§ Assignment
Among the lines listed below, count those that include the string "Route", and state only the count.

§ Data section
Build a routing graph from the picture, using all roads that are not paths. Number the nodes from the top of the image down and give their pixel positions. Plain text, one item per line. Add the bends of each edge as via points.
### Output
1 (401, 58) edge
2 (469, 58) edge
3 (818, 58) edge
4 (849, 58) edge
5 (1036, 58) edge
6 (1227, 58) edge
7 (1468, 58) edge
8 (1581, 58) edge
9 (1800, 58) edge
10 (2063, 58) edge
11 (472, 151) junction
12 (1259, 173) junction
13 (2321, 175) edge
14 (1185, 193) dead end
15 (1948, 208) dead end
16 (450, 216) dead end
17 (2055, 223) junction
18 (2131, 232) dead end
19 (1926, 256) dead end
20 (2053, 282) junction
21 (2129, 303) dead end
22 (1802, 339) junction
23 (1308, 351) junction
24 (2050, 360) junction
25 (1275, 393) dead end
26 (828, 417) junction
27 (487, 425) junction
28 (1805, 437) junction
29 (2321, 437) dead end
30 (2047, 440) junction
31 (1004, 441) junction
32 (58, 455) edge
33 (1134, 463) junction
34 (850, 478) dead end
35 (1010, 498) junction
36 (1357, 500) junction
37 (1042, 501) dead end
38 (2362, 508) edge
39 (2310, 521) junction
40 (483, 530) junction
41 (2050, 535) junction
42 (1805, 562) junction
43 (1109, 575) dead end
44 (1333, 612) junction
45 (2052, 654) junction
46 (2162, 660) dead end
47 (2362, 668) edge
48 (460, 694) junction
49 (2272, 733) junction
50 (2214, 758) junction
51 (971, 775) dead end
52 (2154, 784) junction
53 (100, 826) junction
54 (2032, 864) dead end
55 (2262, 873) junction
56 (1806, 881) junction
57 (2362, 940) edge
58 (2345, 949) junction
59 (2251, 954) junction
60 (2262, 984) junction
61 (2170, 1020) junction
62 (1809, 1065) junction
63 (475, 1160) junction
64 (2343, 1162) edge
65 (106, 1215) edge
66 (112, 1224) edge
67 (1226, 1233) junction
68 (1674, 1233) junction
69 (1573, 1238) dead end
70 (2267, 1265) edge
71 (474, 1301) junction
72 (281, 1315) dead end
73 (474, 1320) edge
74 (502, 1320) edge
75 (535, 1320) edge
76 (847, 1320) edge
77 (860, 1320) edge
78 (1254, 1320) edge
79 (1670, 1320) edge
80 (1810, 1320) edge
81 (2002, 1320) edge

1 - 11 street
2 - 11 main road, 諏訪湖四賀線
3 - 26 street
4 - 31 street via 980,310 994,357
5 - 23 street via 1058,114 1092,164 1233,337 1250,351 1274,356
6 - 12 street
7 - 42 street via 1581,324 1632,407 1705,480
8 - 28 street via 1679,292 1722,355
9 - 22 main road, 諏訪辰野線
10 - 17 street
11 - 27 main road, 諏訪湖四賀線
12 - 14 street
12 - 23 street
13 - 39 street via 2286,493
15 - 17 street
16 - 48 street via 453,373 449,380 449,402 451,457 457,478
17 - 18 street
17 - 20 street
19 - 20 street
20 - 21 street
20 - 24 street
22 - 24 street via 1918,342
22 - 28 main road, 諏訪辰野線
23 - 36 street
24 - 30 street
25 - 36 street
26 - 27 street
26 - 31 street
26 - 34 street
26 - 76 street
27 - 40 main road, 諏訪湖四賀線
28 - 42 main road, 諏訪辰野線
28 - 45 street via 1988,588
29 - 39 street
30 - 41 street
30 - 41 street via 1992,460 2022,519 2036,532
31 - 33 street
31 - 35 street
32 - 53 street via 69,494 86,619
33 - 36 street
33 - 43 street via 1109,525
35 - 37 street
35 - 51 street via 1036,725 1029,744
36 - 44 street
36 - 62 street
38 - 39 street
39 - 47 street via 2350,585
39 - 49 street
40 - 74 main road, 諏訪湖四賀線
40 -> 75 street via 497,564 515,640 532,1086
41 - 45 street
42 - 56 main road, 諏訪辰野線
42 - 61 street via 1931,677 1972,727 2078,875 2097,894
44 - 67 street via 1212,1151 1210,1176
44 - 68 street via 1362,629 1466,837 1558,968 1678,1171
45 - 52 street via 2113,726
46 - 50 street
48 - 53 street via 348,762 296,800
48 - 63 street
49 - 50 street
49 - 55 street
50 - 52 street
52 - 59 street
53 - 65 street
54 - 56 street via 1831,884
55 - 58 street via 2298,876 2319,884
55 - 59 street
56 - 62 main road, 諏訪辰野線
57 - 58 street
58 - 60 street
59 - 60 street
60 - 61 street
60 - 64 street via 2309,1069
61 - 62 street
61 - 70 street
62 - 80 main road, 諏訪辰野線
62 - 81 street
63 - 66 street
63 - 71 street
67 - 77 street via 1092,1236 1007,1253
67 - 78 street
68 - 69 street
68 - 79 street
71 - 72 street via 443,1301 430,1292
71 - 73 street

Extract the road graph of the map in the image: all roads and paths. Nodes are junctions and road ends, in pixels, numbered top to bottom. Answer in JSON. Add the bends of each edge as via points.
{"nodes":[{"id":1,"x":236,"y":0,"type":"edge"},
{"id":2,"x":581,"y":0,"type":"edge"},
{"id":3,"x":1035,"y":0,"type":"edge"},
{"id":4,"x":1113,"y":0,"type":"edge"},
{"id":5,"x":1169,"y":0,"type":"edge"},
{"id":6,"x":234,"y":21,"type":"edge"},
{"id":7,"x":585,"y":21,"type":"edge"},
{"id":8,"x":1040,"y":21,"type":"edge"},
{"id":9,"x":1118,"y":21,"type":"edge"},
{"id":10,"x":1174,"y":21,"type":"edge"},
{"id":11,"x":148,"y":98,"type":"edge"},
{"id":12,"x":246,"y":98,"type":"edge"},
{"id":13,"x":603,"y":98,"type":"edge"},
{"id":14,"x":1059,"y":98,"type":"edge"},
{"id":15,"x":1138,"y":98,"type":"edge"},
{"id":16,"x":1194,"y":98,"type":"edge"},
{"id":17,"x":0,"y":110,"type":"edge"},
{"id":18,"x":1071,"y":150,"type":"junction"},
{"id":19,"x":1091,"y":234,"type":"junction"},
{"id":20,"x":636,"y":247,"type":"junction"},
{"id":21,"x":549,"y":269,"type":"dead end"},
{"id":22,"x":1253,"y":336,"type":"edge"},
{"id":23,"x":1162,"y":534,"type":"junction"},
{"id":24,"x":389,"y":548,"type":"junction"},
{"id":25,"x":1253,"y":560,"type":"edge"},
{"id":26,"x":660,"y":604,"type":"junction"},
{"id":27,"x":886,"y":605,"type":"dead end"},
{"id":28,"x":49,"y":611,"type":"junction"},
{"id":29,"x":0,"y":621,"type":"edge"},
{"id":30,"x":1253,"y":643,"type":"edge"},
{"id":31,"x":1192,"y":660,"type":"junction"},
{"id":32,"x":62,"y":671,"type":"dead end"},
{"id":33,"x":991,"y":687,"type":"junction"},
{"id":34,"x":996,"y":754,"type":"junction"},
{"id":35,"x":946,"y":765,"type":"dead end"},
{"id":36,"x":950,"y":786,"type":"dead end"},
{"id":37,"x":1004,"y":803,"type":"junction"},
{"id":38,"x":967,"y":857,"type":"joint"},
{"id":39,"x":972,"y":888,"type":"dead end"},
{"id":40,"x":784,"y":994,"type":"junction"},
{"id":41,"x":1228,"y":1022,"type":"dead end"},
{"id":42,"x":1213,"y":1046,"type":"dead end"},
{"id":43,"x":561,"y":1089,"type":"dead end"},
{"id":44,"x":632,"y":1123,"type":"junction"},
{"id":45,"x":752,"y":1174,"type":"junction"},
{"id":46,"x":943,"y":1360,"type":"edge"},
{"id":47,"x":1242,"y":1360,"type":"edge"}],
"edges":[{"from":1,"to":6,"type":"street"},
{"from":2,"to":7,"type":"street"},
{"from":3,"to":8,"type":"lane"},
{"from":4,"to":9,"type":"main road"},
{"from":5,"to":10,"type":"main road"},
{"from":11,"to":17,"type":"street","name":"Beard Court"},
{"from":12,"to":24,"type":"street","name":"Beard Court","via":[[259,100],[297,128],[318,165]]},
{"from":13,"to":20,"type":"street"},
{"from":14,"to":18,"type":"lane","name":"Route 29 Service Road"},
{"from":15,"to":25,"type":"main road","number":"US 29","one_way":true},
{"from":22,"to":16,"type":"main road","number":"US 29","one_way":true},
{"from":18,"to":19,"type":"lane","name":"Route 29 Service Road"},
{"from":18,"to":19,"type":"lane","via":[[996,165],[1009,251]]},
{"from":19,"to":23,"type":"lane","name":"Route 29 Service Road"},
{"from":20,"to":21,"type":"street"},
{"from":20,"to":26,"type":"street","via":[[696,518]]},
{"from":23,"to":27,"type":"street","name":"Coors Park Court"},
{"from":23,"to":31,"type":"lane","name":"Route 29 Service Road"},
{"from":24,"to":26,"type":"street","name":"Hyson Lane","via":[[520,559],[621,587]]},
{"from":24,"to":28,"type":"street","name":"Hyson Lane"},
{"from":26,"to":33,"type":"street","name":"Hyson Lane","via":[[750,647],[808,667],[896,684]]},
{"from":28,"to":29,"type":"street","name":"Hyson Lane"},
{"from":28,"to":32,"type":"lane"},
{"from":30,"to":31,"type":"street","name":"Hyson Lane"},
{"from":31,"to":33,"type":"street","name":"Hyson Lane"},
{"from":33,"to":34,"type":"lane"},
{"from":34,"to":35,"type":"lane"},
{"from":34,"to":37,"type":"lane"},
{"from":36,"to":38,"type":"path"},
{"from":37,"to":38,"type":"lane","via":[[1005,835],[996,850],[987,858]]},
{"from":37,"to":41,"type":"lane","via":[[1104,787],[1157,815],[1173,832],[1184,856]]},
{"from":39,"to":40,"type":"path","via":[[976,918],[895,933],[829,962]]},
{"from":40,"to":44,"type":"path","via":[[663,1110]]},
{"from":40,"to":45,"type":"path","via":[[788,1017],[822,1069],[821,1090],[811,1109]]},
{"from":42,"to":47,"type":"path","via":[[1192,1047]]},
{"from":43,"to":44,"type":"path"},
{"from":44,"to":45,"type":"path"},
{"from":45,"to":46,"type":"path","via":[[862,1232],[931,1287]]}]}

§ Answer section
4